*To do:*
Please return all the records exactly, with nothing left out.

(Collected data)
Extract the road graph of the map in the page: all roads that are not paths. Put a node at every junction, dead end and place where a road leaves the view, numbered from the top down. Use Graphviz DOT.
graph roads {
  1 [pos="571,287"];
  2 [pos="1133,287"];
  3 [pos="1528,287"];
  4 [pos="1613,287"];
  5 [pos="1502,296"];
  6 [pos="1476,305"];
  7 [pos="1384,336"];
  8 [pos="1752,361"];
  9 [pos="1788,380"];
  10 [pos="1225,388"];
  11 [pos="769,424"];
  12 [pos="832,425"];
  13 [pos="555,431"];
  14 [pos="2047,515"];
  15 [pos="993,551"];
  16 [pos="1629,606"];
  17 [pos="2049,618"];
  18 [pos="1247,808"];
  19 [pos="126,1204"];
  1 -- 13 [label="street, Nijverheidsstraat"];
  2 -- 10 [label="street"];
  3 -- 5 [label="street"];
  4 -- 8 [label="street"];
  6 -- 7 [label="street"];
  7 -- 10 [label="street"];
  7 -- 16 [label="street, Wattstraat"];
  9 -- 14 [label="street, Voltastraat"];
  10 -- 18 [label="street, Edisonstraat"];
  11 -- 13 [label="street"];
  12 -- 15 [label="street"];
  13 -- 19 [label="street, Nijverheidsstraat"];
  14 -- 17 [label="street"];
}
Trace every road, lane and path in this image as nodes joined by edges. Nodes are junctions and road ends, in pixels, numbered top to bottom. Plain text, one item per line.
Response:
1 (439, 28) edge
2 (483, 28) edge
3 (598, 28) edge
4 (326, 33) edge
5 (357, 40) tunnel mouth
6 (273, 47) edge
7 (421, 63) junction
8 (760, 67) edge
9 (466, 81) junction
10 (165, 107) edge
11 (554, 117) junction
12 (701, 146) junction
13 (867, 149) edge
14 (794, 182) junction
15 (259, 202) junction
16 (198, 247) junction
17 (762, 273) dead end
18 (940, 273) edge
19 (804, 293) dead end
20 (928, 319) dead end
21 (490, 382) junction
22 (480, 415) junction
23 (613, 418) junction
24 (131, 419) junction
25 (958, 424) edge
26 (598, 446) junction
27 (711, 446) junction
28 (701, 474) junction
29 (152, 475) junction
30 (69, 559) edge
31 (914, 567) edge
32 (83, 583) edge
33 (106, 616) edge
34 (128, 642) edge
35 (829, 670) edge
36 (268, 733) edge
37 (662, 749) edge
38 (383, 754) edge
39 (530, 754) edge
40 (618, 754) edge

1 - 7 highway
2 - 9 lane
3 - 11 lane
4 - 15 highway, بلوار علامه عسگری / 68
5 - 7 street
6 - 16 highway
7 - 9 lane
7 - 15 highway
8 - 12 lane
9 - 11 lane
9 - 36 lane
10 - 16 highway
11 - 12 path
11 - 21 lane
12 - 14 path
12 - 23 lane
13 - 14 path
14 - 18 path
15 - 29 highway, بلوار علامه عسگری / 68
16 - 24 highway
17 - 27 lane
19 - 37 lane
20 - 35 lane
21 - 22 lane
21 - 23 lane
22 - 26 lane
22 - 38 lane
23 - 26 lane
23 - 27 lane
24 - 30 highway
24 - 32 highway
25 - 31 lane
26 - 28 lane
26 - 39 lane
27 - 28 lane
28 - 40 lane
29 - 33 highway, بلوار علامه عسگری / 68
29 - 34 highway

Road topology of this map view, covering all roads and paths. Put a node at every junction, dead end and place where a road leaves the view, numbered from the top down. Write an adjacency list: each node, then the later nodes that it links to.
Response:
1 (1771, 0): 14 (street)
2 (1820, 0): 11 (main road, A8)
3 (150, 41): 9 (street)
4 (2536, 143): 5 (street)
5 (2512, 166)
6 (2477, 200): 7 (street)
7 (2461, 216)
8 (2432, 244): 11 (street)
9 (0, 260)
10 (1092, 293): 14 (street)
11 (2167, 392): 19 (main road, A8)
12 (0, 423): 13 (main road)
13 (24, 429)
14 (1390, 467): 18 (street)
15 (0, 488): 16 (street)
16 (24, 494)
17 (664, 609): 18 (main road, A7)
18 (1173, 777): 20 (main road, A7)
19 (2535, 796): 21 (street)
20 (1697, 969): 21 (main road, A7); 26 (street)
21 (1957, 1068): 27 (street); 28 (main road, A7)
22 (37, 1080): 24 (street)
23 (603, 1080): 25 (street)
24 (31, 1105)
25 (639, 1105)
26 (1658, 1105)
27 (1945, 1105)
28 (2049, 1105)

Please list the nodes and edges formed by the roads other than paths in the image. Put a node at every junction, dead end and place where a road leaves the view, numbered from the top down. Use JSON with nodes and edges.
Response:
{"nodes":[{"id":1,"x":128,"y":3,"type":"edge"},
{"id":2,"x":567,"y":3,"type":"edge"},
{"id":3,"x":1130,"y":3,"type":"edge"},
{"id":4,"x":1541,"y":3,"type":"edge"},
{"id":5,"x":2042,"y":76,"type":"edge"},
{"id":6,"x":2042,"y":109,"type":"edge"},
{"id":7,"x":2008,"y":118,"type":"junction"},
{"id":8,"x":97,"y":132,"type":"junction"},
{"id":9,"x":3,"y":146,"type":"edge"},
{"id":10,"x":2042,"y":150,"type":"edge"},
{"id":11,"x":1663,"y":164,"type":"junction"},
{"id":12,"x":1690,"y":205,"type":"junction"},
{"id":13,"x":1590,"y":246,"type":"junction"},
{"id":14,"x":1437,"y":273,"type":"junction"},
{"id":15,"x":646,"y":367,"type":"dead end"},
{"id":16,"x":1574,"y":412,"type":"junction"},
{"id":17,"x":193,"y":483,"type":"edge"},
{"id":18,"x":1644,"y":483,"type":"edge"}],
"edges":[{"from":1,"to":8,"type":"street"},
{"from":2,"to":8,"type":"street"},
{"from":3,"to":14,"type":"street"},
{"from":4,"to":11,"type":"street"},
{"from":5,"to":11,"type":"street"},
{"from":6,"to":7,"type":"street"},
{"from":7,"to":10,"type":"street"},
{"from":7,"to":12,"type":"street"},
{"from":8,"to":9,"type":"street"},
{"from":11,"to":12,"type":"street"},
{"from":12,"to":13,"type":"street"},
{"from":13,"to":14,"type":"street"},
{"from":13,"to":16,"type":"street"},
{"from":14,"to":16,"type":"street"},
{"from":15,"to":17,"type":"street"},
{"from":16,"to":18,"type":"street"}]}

*Solved problem:*
Extract the road graph of the map in the page: all roads that are not paths. Put a node at every junction, dead end and place where a road leaves the view, numbered from the top down. Use Graphviz DOT.
graph roads {
  1 [pos="571,287"];
  2 [pos="1133,287"];
  3 [pos="1528,287"];
  4 [pos="1613,287"];
  5 [pos="1502,296"];
  6 [pos="1476,305"];
  7 [pos="1384,336"];
  8 [pos="1752,361"];
  9 [pos="1788,380"];
  10 [pos="1225,388"];
  11 [pos="769,424"];
  12 [pos="832,425"];
  13 [pos="555,431"];
  14 [pos="2047,515"];
  15 [pos="993,551"];
  16 [pos="1629,606"];
  17 [pos="2049,618"];
  18 [pos="1247,808"];
  19 [pos="126,1204"];
  1 -- 13 [label="street, Nijverheidsstraat"];
  2 -- 10 [label="street"];
  3 -- 5 [label="street"];
  4 -- 8 [label="street"];
  6 -- 7 [label="street"];
  7 -- 10 [label="street"];
  7 -- 16 [label="street, Wattstraat"];
  9 -- 14 [label="street, Voltastraat"];
  10 -- 18 [label="street, Edisonstraat"];
  11 -- 13 [label="street"];
  12 -- 15 [label="street"];
  13 -- 19 [label="street, Nijverheidsstraat"];
  14 -- 17 [label="street"];
}
Trace every road, lane and path in this image as nodes joined by edges. Nodes are junctions and road ends, in pixels, numbered top to bottom. Plain text, one item per line.
Response:
1 (439, 28) edge
2 (483, 28) edge
3 (598, 28) edge
4 (326, 33) edge
5 (357, 40) tunnel mouth
6 (273, 47) edge
7 (421, 63) junction
8 (760, 67) edge
9 (466, 81) junction
10 (165, 107) edge
11 (554, 117) junction
12 (701, 146) junction
13 (867, 149) edge
14 (794, 182) junction
15 (259, 202) junction
16 (198, 247) junction
17 (762, 273) dead end
18 (940, 273) edge
19 (804, 293) dead end
20 (928, 319) dead end
21 (490, 382) junction
22 (480, 415) junction
23 (613, 418) junction
24 (131, 419) junction
25 (958, 424) edge
26 (598, 446) junction
27 (711, 446) junction
28 (701, 474) junction
29 (152, 475) junction
30 (69, 559) edge
31 (914, 567) edge
32 (83, 583) edge
33 (106, 616) edge
34 (128, 642) edge
35 (829, 670) edge
36 (268, 733) edge
37 (662, 749) edge
38 (383, 754) edge
39 (530, 754) edge
40 (618, 754) edge

1 - 7 highway
2 - 9 lane
3 - 11 lane
4 - 15 highway, بلوار علامه عسگری / 68
5 - 7 street
6 - 16 highway
7 - 9 lane
7 - 15 highway
8 - 12 lane
9 - 11 lane
9 - 36 lane
10 - 16 highway
11 - 12 path
11 - 21 lane
12 - 14 path
12 - 23 lane
13 - 14 path
14 - 18 path
15 - 29 highway, بلوار علامه عسگری / 68
16 - 24 highway
17 - 27 lane
19 - 37 lane
20 - 35 lane
21 - 22 lane
21 - 23 lane
22 - 26 lane
22 - 38 lane
23 - 26 lane
23 - 27 lane
24 - 30 highway
24 - 32 highway
25 - 31 lane
26 - 28 lane
26 - 39 lane
27 - 28 lane
28 - 40 lane
29 - 33 highway, بلوار علامه عسگری / 68
29 - 34 highway

Road topology of this map view, covering all roads and paths. Put a node at every junction, dead end and place where a road leaves the view, numbered from the top down. Write an adjacency list: each node, then the later nodes that it links to.
Response:
1 (1771, 0): 14 (street)
2 (1820, 0): 11 (main road, A8)
3 (150, 41): 9 (street)
4 (2536, 143): 5 (street)
5 (2512, 166)
6 (2477, 200): 7 (street)
7 (2461, 216)
8 (2432, 244): 11 (street)
9 (0, 260)
10 (1092, 293): 14 (street)
11 (2167, 392): 19 (main road, A8)
12 (0, 423): 13 (main road)
13 (24, 429)
14 (1390, 467): 18 (street)
15 (0, 488): 16 (street)
16 (24, 494)
17 (664, 609): 18 (main road, A7)
18 (1173, 777): 20 (main road, A7)
19 (2535, 796): 21 (street)
20 (1697, 969): 21 (main road, A7); 26 (street)
21 (1957, 1068): 27 (street); 28 (main road, A7)
22 (37, 1080): 24 (street)
23 (603, 1080): 25 (street)
24 (31, 1105)
25 (639, 1105)
26 (1658, 1105)
27 (1945, 1105)
28 (2049, 1105)

Please list the nodes and edges formed by the roads other than paths in the image. Put a node at every junction, dead end and place where a road leaves the view, numbered from the top down. Use JSON with nodes and edges.
Response:
{"nodes":[{"id":1,"x":128,"y":3,"type":"edge"},
{"id":2,"x":567,"y":3,"type":"edge"},
{"id":3,"x":1130,"y":3,"type":"edge"},
{"id":4,"x":1541,"y":3,"type":"edge"},
{"id":5,"x":2042,"y":76,"type":"edge"},
{"id":6,"x":2042,"y":109,"type":"edge"},
{"id":7,"x":2008,"y":118,"type":"junction"},
{"id":8,"x":97,"y":132,"type":"junction"},
{"id":9,"x":3,"y":146,"type":"edge"},
{"id":10,"x":2042,"y":150,"type":"edge"},
{"id":11,"x":1663,"y":164,"type":"junction"},
{"id":12,"x":1690,"y":205,"type":"junction"},
{"id":13,"x":1590,"y":246,"type":"junction"},
{"id":14,"x":1437,"y":273,"type":"junction"},
{"id":15,"x":646,"y":367,"type":"dead end"},
{"id":16,"x":1574,"y":412,"type":"junction"},
{"id":17,"x":193,"y":483,"type":"edge"},
{"id":18,"x":1644,"y":483,"type":"edge"}],
"edges":[{"from":1,"to":8,"type":"street"},
{"from":2,"to":8,"type":"street"},
{"from":3,"to":14,"type":"street"},
{"from":4,"to":11,"type":"street"},
{"from":5,"to":11,"type":"street"},
{"from":6,"to":7,"type":"street"},
{"from":7,"to":10,"type":"street"},
{"from":7,"to":12,"type":"street"},
{"from":8,"to":9,"type":"street"},
{"from":11,"to":12,"type":"street"},
{"from":12,"to":13,"type":"street"},
{"from":13,"to":14,"type":"street"},
{"from":13,"to":16,"type":"street"},
{"from":14,"to":16,"type":"street"},
{"from":15,"to":17,"type":"street"},
{"from":16,"to":18,"type":"street"}]}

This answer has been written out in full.